As I pondered these questions I recalled having heard an interesting story about the naming of Getwell Road. A quick Internet search confirmed the story to be true. Originally, Getwell Road was called Shotwell Road.  In 1943 the U.S. Army opened a 3,000-bed veteran’s hospital on the corner of Shotwell Road and Park Avenue in Memphis, and the facility was named Kennedy Hospital. Rather quickly a concern was expressed by a thoughtful individual that the name “Shotwell Road” was not appropriate for wounded soldiers returning home. So, in an effort to improve the morale of the patients the county officials changed the name from Shotwell Road to Getwell Road. Clearly, the new name was a positive boost to the recovery of the veterans.
 

Further ponderings led me to the issue of getting well within human relationships and, specifically, to the connection between the two roads. Just as Church Road intersected Getwell Road at only one junction is it the case that our relationships have only one brief intersection with getting well? Or, should a relationship run parallel with or even overlay the process of getting well? Are relationships designed only for perfectly-well people or does every relationship involve two individuals each of whom is an imperfect person in need of continual healing and growth?

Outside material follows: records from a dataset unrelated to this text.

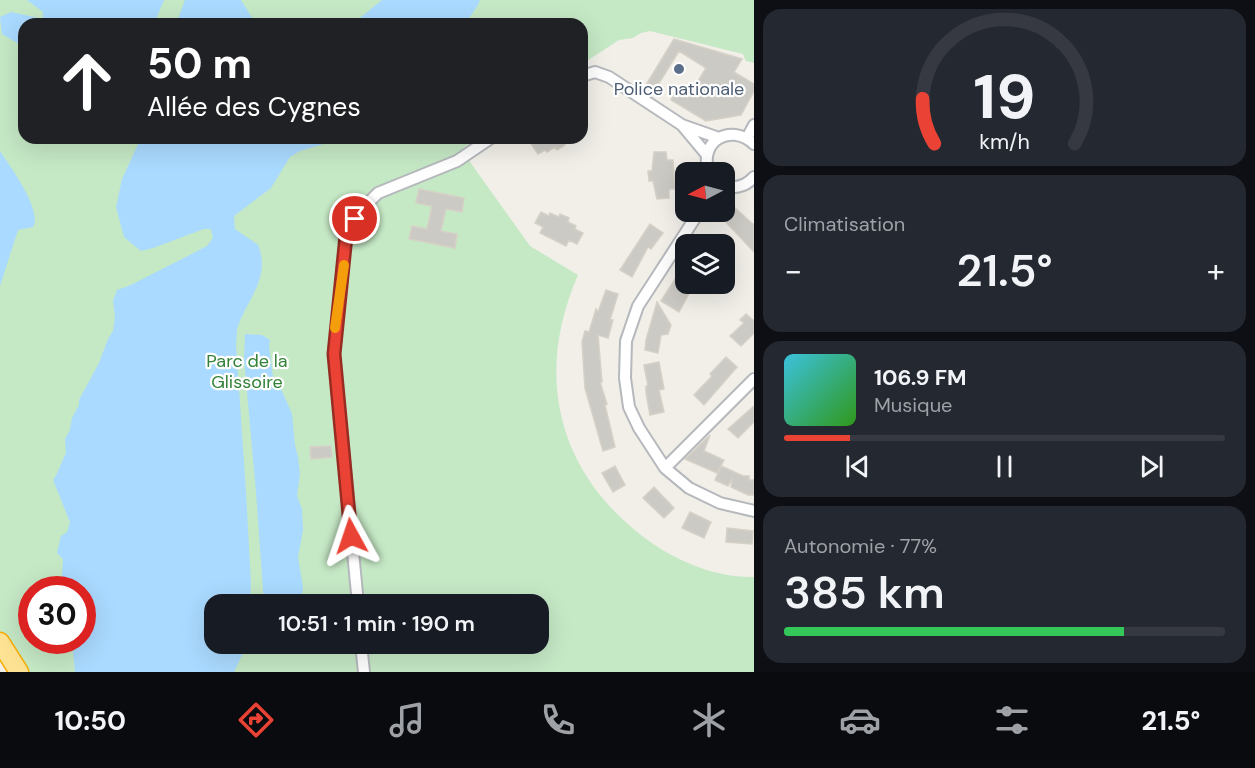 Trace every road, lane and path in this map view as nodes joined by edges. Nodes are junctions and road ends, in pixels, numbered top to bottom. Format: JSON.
{"nodes":[{"id":1,"x":588,"y":74,"type":"edge"},
{"id":2,"x":682,"y":125,"type":"junction"},
{"id":3,"x":754,"y":125,"type":"edge"},
{"id":4,"x":718,"y":138,"type":"junction"},
{"id":5,"x":750,"y":141,"type":"edge"},
{"id":6,"x":482,"y":144,"type":"edge"},
{"id":7,"x":707,"y":155,"type":"junction"},
{"id":8,"x":707,"y":162,"type":"edge"},
{"id":9,"x":754,"y":179,"type":"edge"},
{"id":10,"x":735,"y":188,"type":"edge"},
{"id":11,"x":693,"y":222,"type":"edge"},
{"id":12,"x":754,"y":379,"type":"edge"},
{"id":13,"x":665,"y":468,"type":"junction"},
{"id":14,"x":754,"y":511,"type":"edge"},
{"id":15,"x":356,"y":594,"type":"edge"},
{"id":16,"x":0,"y":642,"type":"edge"},
{"id":17,"x":362,"y":654,"type":"edge"},
{"id":18,"x":19,"y":672,"type":"edge"},
{"id":19,"x":364,"y":672,"type":"edge"}],
"edges":[{"from":1,"to":2,"type":"street"},
{"from":2,"to":4,"type":"street"},
{"from":2,"to":7,"type":"street"},
{"from":3,"to":5,"type":"street"},
{"from":4,"to":5,"type":"street"},
{"from":4,"to":7,"type":"street"},
{"from":6,"to":15,"type":"street"},
{"from":7,"to":8,"type":"street"},
{"from":9,"to":10,"type":"street"},
{"from":11,"to":13,"type":"street"},
{"from":12,"to":13,"type":"street"},
{"from":13,"to":14,"type":"street"},
{"from":16,"to":18,"type":"highway"},
{"from":17,"to":19,"type":"street"}]}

How many relationships emphasize a getwell lifestyle? As a Licensed Marriage and Family Therapist I’ve seen numerous relationships in which the interaction was more like “Shotwell” than “Getwell.” The goal of the two people involved appeared to be “let’s tear each other down” rather than “let’s build each other up,” or “let’s hurt each other” instead of “let’s heal each other.” How can any relationship get healthy or stay healthy when the two individuals do not have a “getwell” mindset toward each other? Clearly, the focus of every relationship needs to be upon healthiness, and that goal requires the practice of “getwell” attitudes and actions.
 

In a real sense every human relationship needs to be a “getwell relationship.” Each person in the relationship should view the other person with a mind to mend and a heart to heal. The commitment is clear:  “I’m here to encourage and promote your health, growth, and maturity.” This need is vital because our travel along the highway of life is hard. Sooner or later we experience collisions and collapses; we suffer from breakdowns and breakups. The reality of hardship was reinforced by a man who heard the saying “Into every life some rain must fall.” He responded, “That’s true, but in my life when it rains, it pours.”  The rain symbolizes the stress and struggle we encounter in our life journey. Because of the human condition every relationship needs to be a “getwell relationship” and every relationship should live on Getwell Road.
 

The issue of “getting well” stirs up my thinking in regard to a related issue—comforting. A relationship cannot function effectively as a getwell relationship unless the two people participate in comforting each other when comfort is needed. Sadly, too many people do not understand the need and therefore make little or no effort to extend comfort, while other people recognize the need but are not equipped for extending comfort in a meaningful manner. As a result the relationship is deficient in comfort-giving and the process of getting well is hindered. Many people suffer from long-held resentments and grudges related to another person’s neglect in providing comfort during a time of crisis and pain. The hurtful memory of “you were not there for me when you should have been” can haunt and harm a marriage or a friendship for many years. In contrast, the provision of appropriate comfort can be deeply appreciated and long-remembered because “you were there to comfort me when I needed you the most.” The provision of positive comfort is a powerful generator of relationship connection and closeness. 
 

Let’s assume that we value effective comforting because we understand its importance in getwell relationships. Furthermore, let’s assume that we try to be effective comforters, that is, we want to be ready, willing, and able to provide comfort as needed to people around us, particularly to our loved ones. Our desire to be effective comforters raises several important questions. What does an effective comforter look like in attitude or action? What is his basic mindset in regard to people who are hurting and who need to be comforted? What skills or tools does he possess which can be used for extending appropriate comfort? If you were to imagine the “ideal comforter,” how would you describe his attitudes and actions? At this point how well do you measure up to that ideal comforter? What are your “comforting strengths” and your “comforting deficiencies?” With these questions in mind let’s explore the comforting process and try to improve our abilities to serve as effective comforters in our getwell relationships. Overall, our goal is to provide comfort, a process that includes several related actions such as strengthening, encouraging, providing moral support, relieving anxiety, consoling one who is in distress, bringing hope, and easing misery or grief. Specifically, let’s consider three principles that will improve your work as a comforter and promote the comforting process. In our discussion we’ll refer to the one giving comfort as the comforter and to the one receiving comfort as the comfortee.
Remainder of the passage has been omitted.